What is expected -> Go through the data below and gather each line containing "Collserola".

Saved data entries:
*** Begin section ***
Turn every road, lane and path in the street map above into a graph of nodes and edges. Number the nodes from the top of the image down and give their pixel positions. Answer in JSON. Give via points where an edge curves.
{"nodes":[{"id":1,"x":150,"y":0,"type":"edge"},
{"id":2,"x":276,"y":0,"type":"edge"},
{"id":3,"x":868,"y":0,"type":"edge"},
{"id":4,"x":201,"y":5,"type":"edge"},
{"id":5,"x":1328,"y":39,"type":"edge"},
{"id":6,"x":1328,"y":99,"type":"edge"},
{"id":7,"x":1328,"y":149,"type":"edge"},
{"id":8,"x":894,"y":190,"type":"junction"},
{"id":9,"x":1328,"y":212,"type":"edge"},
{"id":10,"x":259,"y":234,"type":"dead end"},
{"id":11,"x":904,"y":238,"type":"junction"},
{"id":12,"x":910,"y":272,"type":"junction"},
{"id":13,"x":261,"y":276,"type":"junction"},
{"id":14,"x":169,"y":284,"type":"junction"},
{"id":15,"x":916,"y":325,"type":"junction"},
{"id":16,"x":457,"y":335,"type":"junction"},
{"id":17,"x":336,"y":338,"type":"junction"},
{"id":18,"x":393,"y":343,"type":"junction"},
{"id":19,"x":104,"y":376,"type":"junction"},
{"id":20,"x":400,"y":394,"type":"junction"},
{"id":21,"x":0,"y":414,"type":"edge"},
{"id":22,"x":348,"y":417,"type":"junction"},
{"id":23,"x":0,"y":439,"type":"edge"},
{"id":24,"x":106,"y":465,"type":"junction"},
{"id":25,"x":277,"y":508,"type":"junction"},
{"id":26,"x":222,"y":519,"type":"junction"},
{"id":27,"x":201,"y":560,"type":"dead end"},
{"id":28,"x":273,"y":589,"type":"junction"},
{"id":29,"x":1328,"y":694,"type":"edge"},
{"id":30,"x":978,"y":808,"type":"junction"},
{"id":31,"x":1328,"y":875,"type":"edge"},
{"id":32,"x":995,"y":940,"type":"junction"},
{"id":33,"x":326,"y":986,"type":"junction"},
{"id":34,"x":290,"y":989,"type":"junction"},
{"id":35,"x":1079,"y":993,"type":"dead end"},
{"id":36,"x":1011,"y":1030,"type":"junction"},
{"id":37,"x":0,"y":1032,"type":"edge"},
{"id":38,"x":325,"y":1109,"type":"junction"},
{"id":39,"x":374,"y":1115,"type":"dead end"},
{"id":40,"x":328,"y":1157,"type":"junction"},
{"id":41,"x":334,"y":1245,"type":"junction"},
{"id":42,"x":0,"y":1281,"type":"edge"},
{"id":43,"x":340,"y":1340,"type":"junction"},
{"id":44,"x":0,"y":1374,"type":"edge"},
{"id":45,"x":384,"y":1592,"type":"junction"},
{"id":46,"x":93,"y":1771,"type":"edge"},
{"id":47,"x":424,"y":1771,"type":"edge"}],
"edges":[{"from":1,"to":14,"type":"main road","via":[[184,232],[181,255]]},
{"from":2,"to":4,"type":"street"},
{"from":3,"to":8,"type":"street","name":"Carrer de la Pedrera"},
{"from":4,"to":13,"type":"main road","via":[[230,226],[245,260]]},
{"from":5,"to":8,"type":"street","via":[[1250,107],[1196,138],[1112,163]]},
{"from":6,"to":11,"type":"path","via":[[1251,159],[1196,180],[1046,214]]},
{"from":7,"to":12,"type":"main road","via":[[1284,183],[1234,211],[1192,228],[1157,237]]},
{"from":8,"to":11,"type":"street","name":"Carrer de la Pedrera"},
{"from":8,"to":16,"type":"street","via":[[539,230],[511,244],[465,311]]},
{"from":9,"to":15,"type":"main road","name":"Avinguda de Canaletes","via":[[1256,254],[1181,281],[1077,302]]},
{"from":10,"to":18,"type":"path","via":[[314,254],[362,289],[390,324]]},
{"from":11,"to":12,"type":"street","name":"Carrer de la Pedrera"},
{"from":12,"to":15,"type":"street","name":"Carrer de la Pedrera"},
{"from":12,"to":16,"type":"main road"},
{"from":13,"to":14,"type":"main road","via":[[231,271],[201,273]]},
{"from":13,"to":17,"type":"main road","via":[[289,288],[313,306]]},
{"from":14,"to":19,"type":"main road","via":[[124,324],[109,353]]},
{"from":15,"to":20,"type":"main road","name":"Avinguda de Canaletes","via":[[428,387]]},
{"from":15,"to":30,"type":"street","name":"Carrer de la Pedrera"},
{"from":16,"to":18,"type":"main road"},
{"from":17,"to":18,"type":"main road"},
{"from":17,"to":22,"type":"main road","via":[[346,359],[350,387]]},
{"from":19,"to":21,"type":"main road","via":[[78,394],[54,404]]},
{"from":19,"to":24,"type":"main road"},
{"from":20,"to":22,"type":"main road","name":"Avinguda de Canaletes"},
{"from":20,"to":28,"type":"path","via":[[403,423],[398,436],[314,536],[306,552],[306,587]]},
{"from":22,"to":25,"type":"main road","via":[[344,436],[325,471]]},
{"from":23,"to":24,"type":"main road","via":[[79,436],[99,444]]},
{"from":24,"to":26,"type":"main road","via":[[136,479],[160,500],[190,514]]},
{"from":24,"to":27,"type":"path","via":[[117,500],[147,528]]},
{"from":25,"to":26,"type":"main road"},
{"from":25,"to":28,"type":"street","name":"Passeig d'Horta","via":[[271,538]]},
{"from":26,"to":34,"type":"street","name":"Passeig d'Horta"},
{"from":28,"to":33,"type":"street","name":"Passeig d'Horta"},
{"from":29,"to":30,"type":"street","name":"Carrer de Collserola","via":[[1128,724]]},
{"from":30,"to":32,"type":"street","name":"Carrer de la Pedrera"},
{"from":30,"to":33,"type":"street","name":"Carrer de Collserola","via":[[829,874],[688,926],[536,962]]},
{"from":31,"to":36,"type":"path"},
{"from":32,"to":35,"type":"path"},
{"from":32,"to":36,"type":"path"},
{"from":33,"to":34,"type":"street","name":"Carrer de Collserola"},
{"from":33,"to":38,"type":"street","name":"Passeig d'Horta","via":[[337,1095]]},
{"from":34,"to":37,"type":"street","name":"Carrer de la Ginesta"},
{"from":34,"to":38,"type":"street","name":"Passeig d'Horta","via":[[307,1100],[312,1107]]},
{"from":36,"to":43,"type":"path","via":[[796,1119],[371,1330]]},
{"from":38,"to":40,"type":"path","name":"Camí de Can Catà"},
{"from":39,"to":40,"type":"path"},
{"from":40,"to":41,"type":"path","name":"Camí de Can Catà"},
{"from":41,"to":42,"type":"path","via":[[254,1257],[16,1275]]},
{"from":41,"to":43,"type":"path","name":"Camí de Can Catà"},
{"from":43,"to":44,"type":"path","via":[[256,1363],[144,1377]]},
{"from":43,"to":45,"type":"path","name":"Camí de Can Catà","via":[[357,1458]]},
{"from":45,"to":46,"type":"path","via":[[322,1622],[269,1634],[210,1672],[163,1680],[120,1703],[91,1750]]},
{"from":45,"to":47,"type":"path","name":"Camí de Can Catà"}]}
*** End section ***
Written answer ->
{"from":29,"to":30,"type":"street","name":"Carrer de Collserola","via":[[1128,724]]},
{"from":30,"to":33,"type":"street","name":"Carrer de Collserola","via":[[829,874],[688,926],[536,962]]},
{"from":33,"to":34,"type":"street","name":"Carrer de Collserola"},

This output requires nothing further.